Complete the form for articles of dissolution. Both those conforming to Statutes 607.1401 and 607.1403 ask for the corporate name you registered with the Florida Department of State, as well as the date you filed for articles of incorporation. The form for Section 607.1401 asks you to attest that you have not issued shares, that your corporation has not begun operation, and that it has no outstanding debts. You’ll also have to indicate that the majority of your directors or incorporators consented to the dissolution -- though not your shareholders, because you don't have any. If you have issued shares and use the form for Statute 607.1403, you’ll have to select a date for your corporation’s dissolution, no later than 90 days from the date you file your articles of dissolution. You'll also have to supply some details regarding how you reached the vote to dissolve.
Prepare a cover letter to the Florida Department of State. Its website has a form available for this as well. If you elect not to use the form, make sure you include current contact information for yourself or your corporation’s agent or director who will be overseeing the dissolution process.
Prepare a notice of corporate dissolution, also available at the Florida Department of State website. This isn’t mandatory, but it will help your corporation deal with any outstanding claims for debts it owes, if it began operation before you decided to close it. You can use this form to set requirements for the procedure your corporation's creditors must follow to make claims for debts owed to them. The notice also bars them from making claims after four years.
File your paperwork with the Department of State. Mail it along with a check for any associated fees to the Amendment Section of the Division of Corporations at P.O. Box 6327, Clifton Building, Tallahassee, 32314, or drop the paperwork off personally. The Department of State can advise you as to current fees for dissolution at the time you file.
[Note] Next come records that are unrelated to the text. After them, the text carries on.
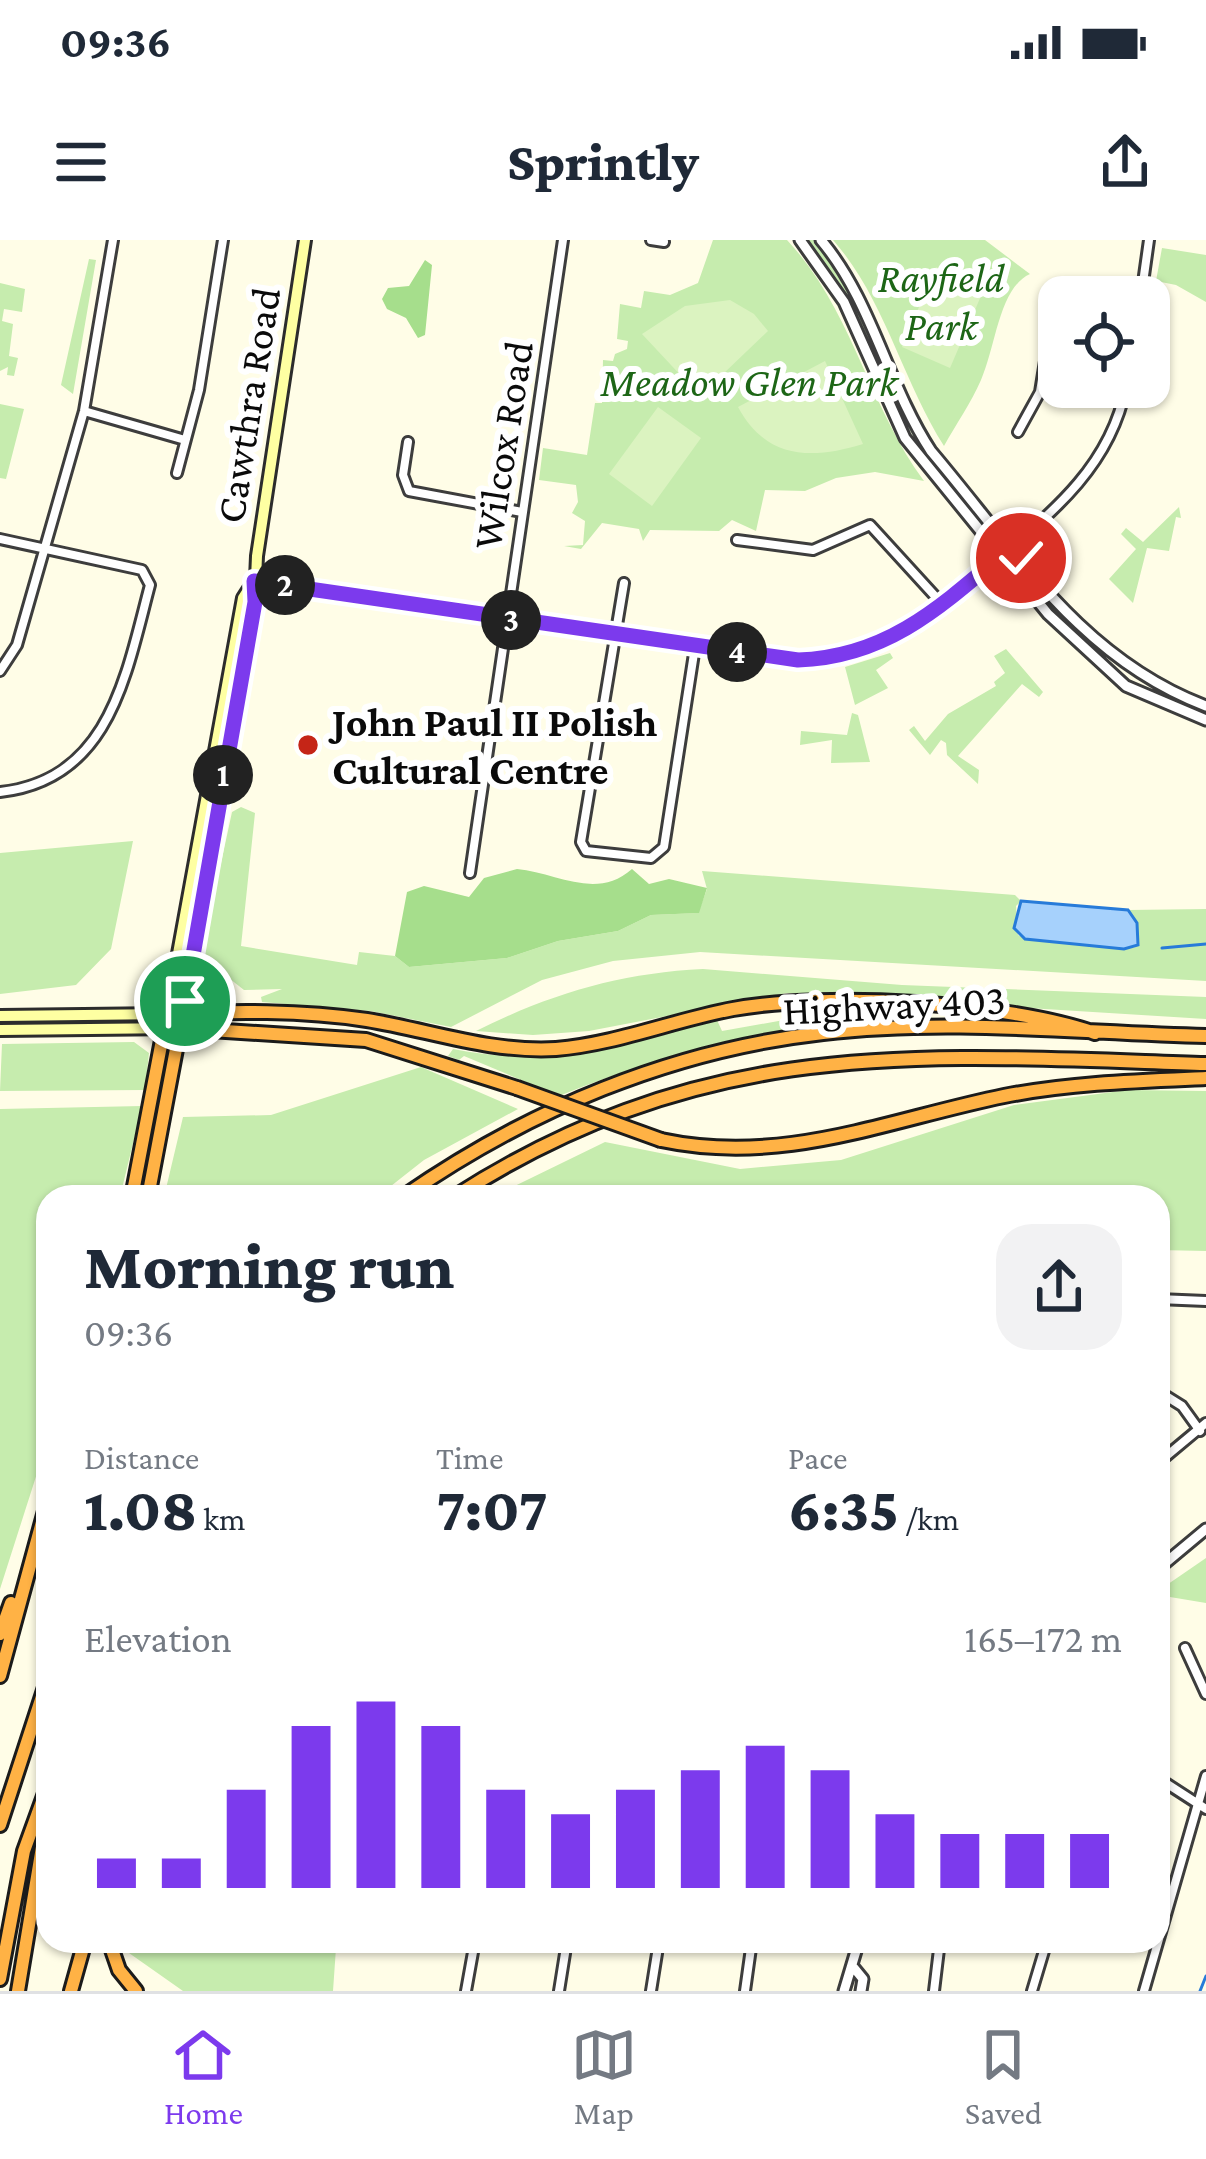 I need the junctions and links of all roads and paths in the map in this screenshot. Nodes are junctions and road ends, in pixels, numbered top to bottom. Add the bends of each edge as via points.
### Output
1 (112, 240) edge
2 (223, 240) edge
3 (305, 240) edge
4 (563, 240) edge
5 (651, 240) edge
6 (800, 240) edge
7 (1149, 240) edge
8 (664, 242) edge
9 (825, 245) edge
10 (1144, 276) edge
11 (1038, 396) edge
12 (1121, 408) edge
13 (85, 411) junction
14 (1018, 432) dead end
15 (185, 440) junction
16 (408, 442) dead end
17 (177, 473) dead end
18 (522, 512) junction
19 (0, 539) edge
20 (737, 541) dead end
21 (1012, 546) junction
22 (47, 549) junction
23 (1000, 556) junction
24 (254, 581) junction
25 (624, 583) dead end
26 (944, 606) junction
27 (507, 619) junction
28 (612, 634) junction
29 (695, 646) junction
30 (0, 671) edge
31 (1206, 706) edge
32 (1206, 720) edge
33 (0, 792) edge
34 (470, 873) dead end
35 (183, 1013) junction
36 (0, 1016) edge
37 (165, 1022) junction
38 (180, 1028) junction
39 (0, 1030) edge
40 (1095, 1033) junction
41 (1206, 1036) edge
42 (1206, 1064) edge
43 (1206, 1078) edge
44 (133, 1185) edge
45 (150, 1185) edge
46 (422, 1185) edge
47 (474, 1185) edge
48 (1170, 1300) edge
49 (1206, 1300) edge
50 (1170, 1398) edge
51 (1203, 1427) edge
52 (1170, 1453) edge
53 (1206, 1529) edge
54 (36, 1539) edge
55 (32, 1552) junction
56 (1170, 1559) edge
57 (0, 1634) edge
58 (1185, 1648) dead end
59 (0, 1676) edge
60 (1206, 1694) edge
61 (36, 1715) edge
62 (1206, 1776) edge
63 (1170, 1786) edge
64 (1203, 1808) edge
65 (36, 1818) edge
66 (0, 1826) edge
67 (36, 1882) edge
68 (1170, 1910) edge
69 (82, 1953) edge
70 (113, 1953) edge
71 (473, 1953) edge
72 (565, 1953) edge
73 (657, 1953) edge
74 (750, 1953) edge
75 (857, 1953) edge
76 (939, 1953) edge
77 (1043, 1953) edge
78 (1156, 1953) edge
79 (854, 1968) junction
80 (0, 1979) edge
81 (18, 1991) edge
82 (71, 1991) edge
83 (136, 1991) edge
84 (466, 1991) edge
85 (559, 1991) edge
86 (651, 1991) edge
87 (745, 1991) edge
88 (844, 1991) edge
89 (861, 1991) edge
90 (934, 1991) edge
91 (1032, 1991) edge
92 (1144, 1991) edge

1 - 13 street
2 - 15 street
3 - 24 main road, Cawthra Road
4 - 18 street, Wilcox Road
5 - 8 street
6 - 23 street via 844,302 905,438
7 - 10 street
9 - 21 street via 855,291 914,424
11 - 14 street
12 - 21 street via 1088,474
13 - 15 street
13 - 22 street
15 - 17 street
16 - 18 street via 409,491
18 - 27 street, Wilcox Road
19 - 22 street
20 - 26 street via 813,550 870,525
21 - 23 street
21 - 31 street via 1114,659
22 - 30 street via 17,645
22 - 33 street via 142,570 150,585 99,739 50,778
23 - 26 street
23 - 32 street via 1105,670 1155,702
24 - 27 street
24 - 35 main road, Cawthra Road
24 - 37 main road, Cawthra Road via 243,598
25 - 28 street
26 - 29 street via 878,646 841,656 772,658
27 - 28 street
27 - 34 street, Wilcox Road
28 - 29 street
28 - 29 street via 581,842 601,854 651,858 664,847
35 - 37 highway
35 - 38 main road, Cawthra Road
35 - 40 highway via 326,1015 528,1049 788,1003 1055,1019
36 - 37 main road
37 - 38 main road
37 - 39 main road
37 - 44 highway
38 - 43 highway, bridge via 366,1040 662,1140 723,1149 804,1146 1025,1093
38 - 45 highway
40 - 41 highway, Highway 403
40 - 46 highway, Highway 403 via 864,1030 749,1045 555,1108
42 - 47 highway, Highway 403 via 910,1056 756,1073 615,1115
48 - 49 street
50 - 51 street
51 - 52 street
53 - 56 street
54 - 55 highway
55 - 57 highway
55 - 59 highway
58 - 60 street
61 - 66 highway
62 - 64 street
63 - 64 street
64 - 68 street
65 - 80 highway
67 - 81 highway
69 - 82 highway
70 - 83 highway
71 - 84 street
72 - 85 street
73 - 86 street
74 - 87 street
75 - 79 street
76 - 90 street
77 - 91 street
78 - 92 street
79 - 88 street
79 - 89 street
The Amendment Section will issue you a letter, acknowledging that your dissolution has been officially filed.
If you change your mind for some reason and decide not to dissolve your corporation, you can revoke your articles of dissolution up to four months after you file them. You can also reinstate your corporation after this deadline, but the Florida Department of State will only protect your corporation’s name for one year. After that, you may have to select another name.
After the date of your dissolution, Florida law does not allow you to engage in any business actions other than those necessary to wrap things up, assuming your corporation began business in the first place. This includes paying any outstanding debts, taking in money owed to you, and apportioning any remaining assets or liquid funds to your shareholders.